Book No 14 (2018) : Thornfield Hall

thornfield hallSusan Hill and Sally Beauman have both tackled Rebecca from new angles and Jean Rhys’ Wide Sargasso Sea is a well-imagined prequel to Jane Eyre. Jo Baker’s Longbourn retells Pride and Prejudice from the point of view of the below stairs staff. Thornfield Hall adopts the same device, as it is Jane Eyre’s tale told by Mrs Alice Fairfax, Mr Rochester’s housekeeper.
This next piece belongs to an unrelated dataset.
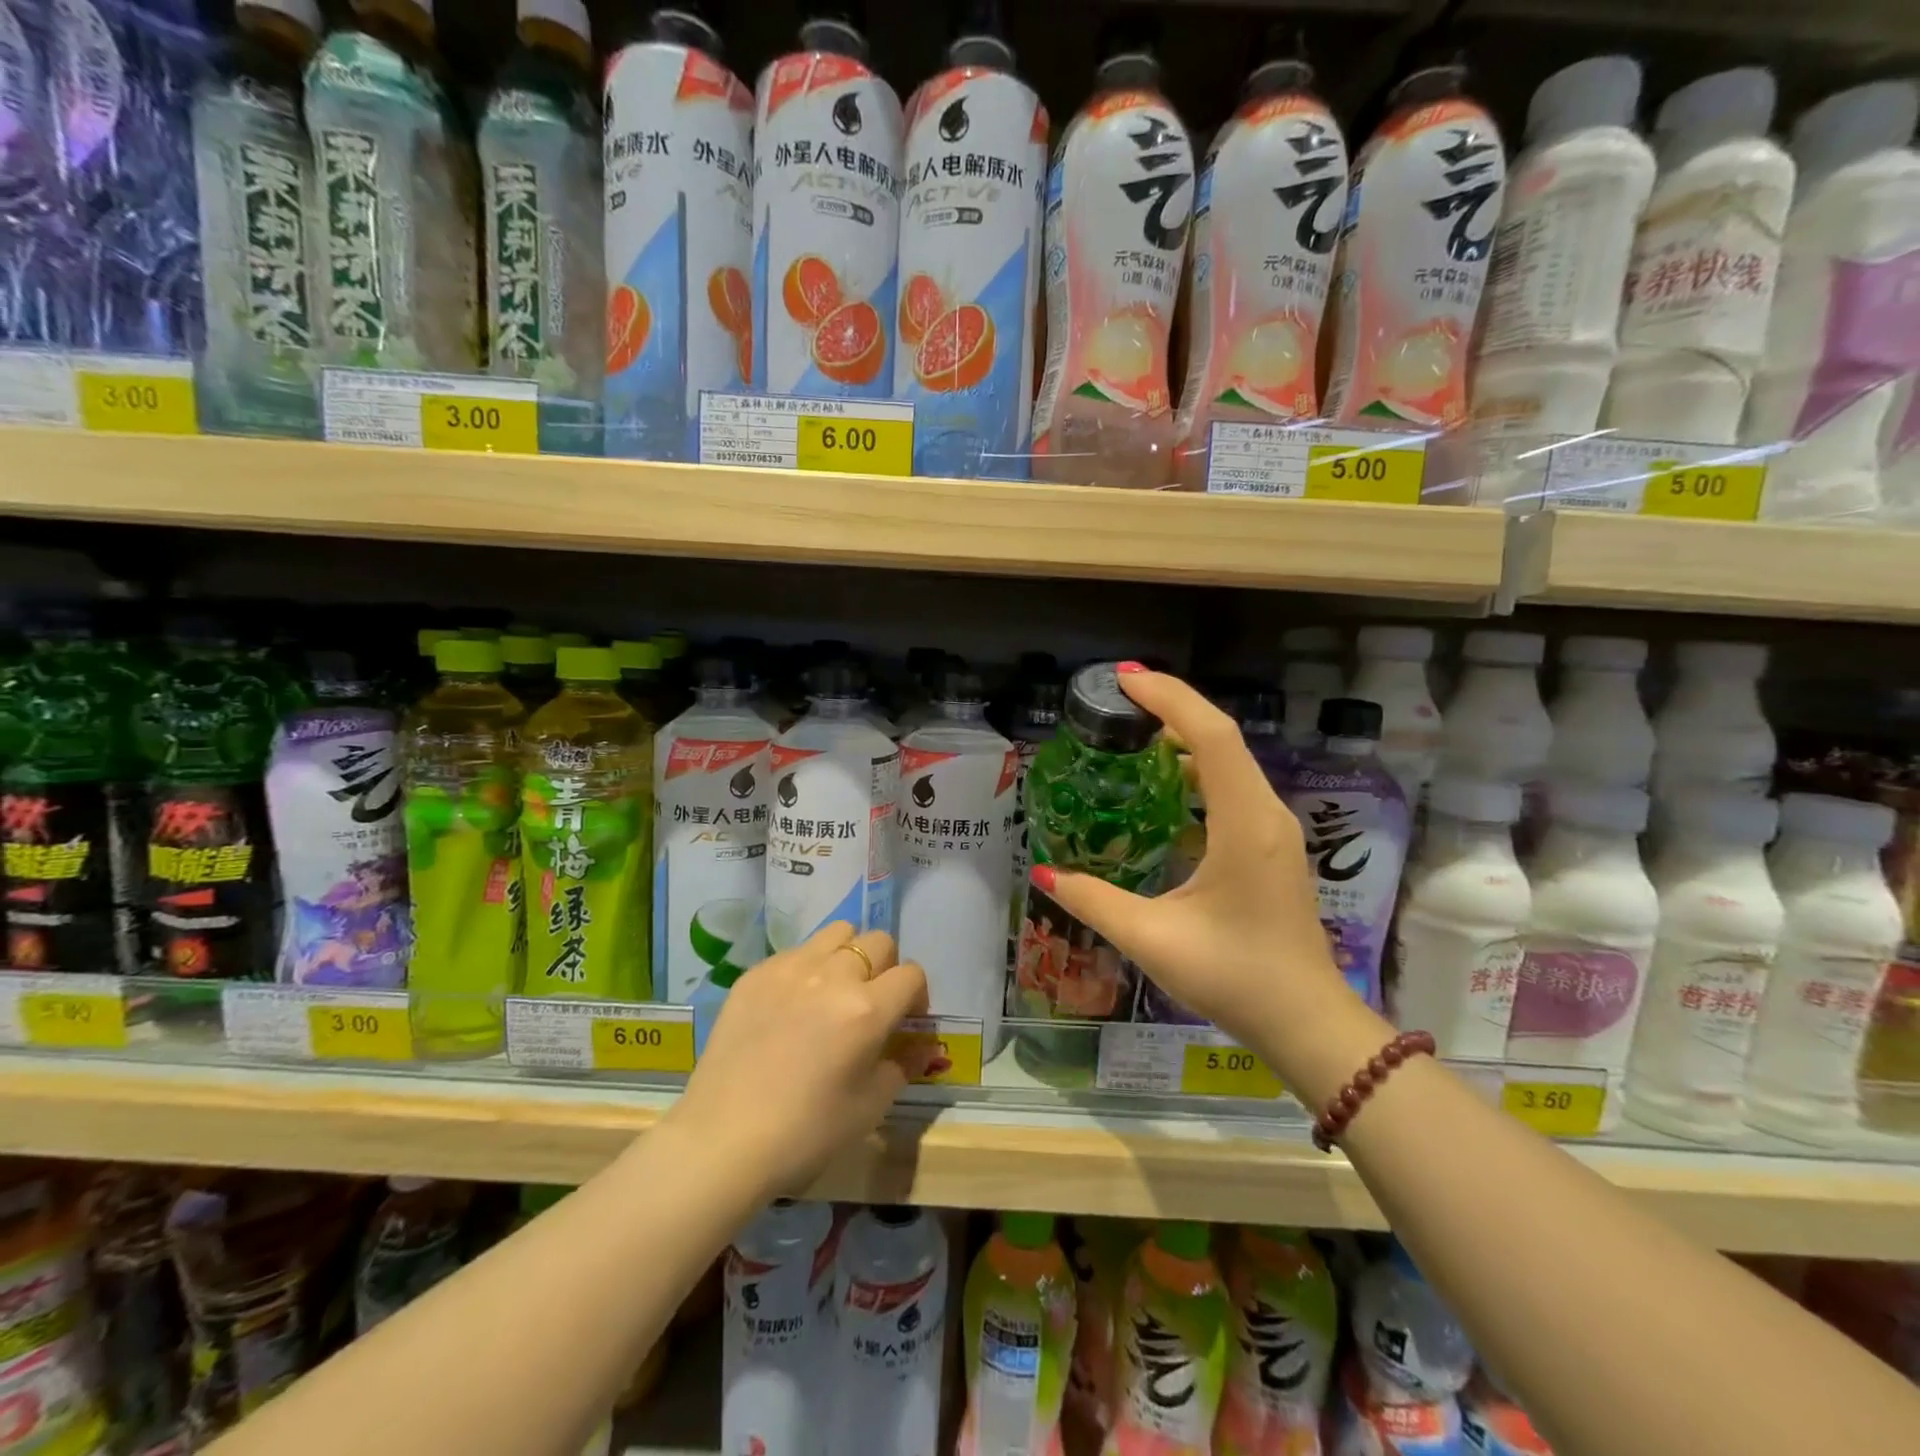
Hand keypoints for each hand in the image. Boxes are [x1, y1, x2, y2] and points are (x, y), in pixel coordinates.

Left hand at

Jane Stubbs’ re-telling of Jane Eyre is accomplished in that all of the details dovetail accurately with those in the original. Most readers who pick up Thornfield Hall will at least have read the Brontë, and I imagine most will know it extremely well. If major plot events like Bertha’s identity, the arrivals of Jane and Adèle, the fire in Rochester’s room, and the master’s courtship of Blanche Ingram were not faithfully portrayed, Stubbs would lose all her readers at the first turn. She is careful not to let that happen and the synchronicity is very satisfying.

The plot is sufficiently intriguing to keep the reader turning the pages and Alice Fairfax is a reliable narrator, who admits her own mistakes and shows compassion to her charges, especially Bertha. Mrs Fairfax comes out of this novel fairly well, as someone who seems to have others’ best interests at heart, at the same time as wanting to secure her own position. She perpetually seeks a happy ending!

It’s difficult to tell whether ‘Thornfield Hall’ works well as a stand-alone book, as I’m so familiar with its inspiration. However, I think it would.  But at less than half the length of Charlotte Brontë’s novel, Jane Stubb’s exploration of Jane’s story is far less complex. Jane Eyre is written in the first person;  Mrs Fairfax actually knows very little of the governess’ inner turmoil or strength, and so draws her conclusions about Jane from her observations. For me, it is Jane’s inner voice which provides one of the most satisfying elements of the original novel and this is missing from Stubb’s story.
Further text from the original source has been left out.